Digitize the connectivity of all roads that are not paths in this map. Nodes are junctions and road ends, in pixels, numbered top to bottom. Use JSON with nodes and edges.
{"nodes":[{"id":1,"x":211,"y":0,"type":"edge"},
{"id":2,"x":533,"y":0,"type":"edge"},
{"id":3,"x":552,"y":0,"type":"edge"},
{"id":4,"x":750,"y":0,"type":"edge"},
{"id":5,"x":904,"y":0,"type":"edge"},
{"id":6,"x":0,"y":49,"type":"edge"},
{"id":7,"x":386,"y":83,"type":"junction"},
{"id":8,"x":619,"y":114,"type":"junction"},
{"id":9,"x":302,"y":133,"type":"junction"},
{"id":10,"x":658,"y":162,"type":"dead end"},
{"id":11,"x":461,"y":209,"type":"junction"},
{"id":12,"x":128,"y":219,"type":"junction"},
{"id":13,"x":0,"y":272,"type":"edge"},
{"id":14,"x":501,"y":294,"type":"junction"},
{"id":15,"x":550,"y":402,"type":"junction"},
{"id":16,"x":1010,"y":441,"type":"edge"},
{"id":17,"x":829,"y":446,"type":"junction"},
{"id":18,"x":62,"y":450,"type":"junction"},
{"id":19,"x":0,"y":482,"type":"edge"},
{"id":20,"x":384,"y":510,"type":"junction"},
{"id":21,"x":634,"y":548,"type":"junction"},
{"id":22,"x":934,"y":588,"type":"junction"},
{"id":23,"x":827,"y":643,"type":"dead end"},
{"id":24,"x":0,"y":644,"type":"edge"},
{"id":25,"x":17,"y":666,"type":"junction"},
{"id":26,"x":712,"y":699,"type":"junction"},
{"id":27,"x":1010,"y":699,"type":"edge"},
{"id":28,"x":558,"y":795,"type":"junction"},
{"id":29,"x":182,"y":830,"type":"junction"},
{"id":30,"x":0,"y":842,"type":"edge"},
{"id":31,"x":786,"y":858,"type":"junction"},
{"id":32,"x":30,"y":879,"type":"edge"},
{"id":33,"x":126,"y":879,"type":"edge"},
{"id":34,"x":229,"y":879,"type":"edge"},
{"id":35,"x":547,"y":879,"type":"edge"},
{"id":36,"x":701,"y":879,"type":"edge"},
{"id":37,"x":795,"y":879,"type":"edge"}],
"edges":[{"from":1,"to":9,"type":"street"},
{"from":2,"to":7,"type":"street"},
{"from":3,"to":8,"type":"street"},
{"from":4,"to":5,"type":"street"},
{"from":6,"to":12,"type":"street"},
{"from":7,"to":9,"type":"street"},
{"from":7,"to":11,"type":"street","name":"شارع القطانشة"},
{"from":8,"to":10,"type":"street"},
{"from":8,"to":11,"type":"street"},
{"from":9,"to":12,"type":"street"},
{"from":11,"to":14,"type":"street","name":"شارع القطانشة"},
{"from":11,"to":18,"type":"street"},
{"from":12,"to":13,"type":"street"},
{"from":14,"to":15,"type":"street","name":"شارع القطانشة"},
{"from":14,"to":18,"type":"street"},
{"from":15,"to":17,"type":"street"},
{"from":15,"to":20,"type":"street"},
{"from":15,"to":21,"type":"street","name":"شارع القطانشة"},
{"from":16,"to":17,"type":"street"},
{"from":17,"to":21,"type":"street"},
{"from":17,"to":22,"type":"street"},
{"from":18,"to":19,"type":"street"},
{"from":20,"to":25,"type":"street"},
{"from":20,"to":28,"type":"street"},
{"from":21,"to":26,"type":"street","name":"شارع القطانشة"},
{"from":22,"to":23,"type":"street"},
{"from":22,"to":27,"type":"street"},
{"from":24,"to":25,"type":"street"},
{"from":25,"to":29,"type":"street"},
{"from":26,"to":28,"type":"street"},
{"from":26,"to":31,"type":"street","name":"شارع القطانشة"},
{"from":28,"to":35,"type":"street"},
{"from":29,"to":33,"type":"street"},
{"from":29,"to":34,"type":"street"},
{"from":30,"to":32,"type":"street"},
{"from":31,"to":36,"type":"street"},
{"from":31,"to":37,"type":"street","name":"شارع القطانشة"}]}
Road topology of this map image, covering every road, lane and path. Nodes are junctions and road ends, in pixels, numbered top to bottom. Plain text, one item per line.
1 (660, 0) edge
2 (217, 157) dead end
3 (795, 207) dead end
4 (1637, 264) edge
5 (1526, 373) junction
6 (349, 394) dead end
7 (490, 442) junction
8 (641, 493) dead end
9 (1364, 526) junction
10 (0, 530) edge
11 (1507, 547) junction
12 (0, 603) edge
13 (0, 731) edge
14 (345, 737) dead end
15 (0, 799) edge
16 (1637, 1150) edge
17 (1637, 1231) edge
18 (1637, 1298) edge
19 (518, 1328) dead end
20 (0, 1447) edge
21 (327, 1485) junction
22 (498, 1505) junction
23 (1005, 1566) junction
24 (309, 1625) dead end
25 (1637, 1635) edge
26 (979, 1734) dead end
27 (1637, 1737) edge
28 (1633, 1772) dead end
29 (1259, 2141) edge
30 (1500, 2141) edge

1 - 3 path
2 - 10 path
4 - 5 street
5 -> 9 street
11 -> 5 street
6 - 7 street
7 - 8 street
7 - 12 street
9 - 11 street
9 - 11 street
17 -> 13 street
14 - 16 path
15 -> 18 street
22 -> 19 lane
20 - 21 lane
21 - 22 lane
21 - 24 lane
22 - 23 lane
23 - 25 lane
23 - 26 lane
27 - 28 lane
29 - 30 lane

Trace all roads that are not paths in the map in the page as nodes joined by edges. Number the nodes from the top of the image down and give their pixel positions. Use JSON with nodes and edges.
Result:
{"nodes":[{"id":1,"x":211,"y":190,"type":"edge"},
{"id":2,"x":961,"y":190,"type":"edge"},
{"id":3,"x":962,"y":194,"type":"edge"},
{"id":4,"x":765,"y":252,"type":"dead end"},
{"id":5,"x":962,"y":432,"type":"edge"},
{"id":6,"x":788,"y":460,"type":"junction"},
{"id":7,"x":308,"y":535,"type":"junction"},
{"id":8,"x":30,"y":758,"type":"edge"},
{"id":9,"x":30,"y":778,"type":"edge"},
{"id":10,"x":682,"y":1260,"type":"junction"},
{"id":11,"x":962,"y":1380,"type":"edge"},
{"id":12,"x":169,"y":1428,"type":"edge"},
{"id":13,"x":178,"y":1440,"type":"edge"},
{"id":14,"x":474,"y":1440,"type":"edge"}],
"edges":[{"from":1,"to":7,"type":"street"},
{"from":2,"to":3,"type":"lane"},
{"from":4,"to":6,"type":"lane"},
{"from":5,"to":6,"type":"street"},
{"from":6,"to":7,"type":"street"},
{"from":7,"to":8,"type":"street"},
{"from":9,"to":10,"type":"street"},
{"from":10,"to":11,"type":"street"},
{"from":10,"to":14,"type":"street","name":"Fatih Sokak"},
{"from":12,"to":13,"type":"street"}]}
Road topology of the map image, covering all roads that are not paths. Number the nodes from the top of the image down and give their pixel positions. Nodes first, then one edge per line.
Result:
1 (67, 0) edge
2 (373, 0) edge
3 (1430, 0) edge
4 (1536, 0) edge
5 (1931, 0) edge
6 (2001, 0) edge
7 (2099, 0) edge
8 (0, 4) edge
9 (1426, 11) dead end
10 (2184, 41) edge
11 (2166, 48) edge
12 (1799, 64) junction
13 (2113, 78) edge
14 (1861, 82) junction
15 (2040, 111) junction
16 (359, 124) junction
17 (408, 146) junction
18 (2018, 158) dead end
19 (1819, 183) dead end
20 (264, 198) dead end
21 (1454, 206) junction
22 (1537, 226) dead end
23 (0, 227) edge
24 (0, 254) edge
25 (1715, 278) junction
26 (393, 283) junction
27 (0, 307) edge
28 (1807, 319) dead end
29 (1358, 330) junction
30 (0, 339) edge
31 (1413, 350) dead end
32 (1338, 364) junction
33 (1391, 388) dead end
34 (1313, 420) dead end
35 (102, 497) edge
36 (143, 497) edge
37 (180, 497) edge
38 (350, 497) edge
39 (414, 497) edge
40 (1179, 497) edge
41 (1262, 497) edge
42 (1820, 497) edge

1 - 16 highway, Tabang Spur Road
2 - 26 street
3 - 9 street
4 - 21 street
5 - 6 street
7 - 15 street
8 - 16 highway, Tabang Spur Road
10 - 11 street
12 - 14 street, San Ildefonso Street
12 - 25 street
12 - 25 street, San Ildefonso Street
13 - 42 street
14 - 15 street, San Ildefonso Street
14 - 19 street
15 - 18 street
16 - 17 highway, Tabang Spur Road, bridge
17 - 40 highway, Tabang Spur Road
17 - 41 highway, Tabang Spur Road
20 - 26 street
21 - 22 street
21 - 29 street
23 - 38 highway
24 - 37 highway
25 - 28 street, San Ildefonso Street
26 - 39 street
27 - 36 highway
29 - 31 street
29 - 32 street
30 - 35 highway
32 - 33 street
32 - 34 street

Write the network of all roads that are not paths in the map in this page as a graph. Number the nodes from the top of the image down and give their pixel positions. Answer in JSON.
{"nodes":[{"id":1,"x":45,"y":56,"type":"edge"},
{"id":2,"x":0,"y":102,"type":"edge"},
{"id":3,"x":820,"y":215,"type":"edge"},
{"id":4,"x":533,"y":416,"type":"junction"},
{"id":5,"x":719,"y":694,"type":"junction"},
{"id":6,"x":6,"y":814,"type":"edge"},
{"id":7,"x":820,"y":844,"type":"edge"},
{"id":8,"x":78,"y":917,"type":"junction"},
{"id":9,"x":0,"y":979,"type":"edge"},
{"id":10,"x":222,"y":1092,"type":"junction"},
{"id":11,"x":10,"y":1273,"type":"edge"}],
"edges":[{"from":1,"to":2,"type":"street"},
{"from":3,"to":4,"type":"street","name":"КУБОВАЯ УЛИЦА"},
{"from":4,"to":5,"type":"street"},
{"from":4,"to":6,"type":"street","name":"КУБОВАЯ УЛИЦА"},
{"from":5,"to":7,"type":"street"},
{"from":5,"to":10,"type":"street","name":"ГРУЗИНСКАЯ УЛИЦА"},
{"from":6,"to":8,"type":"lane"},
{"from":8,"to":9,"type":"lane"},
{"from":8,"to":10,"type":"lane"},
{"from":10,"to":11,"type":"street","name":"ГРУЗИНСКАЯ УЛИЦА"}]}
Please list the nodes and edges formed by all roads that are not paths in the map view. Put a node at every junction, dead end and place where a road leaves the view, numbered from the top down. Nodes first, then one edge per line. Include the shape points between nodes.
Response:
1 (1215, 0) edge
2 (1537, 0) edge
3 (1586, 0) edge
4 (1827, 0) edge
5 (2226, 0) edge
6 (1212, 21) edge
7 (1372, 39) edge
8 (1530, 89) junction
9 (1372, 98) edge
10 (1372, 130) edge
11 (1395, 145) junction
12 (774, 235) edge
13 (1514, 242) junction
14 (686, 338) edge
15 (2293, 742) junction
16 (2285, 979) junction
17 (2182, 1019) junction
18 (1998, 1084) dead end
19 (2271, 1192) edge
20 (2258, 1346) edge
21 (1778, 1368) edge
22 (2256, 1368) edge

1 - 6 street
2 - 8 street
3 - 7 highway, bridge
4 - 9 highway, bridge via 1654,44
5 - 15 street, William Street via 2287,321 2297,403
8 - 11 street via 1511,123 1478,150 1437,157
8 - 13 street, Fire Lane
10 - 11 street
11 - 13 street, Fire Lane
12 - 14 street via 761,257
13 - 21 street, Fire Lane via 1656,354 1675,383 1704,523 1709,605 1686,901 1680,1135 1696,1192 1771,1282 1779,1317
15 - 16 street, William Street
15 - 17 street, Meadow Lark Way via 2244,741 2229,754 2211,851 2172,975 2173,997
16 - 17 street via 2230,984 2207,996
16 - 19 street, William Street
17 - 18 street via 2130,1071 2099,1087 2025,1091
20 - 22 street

* * *

Once you have counted every line above that contains the string "page", give that number and nothing more.

2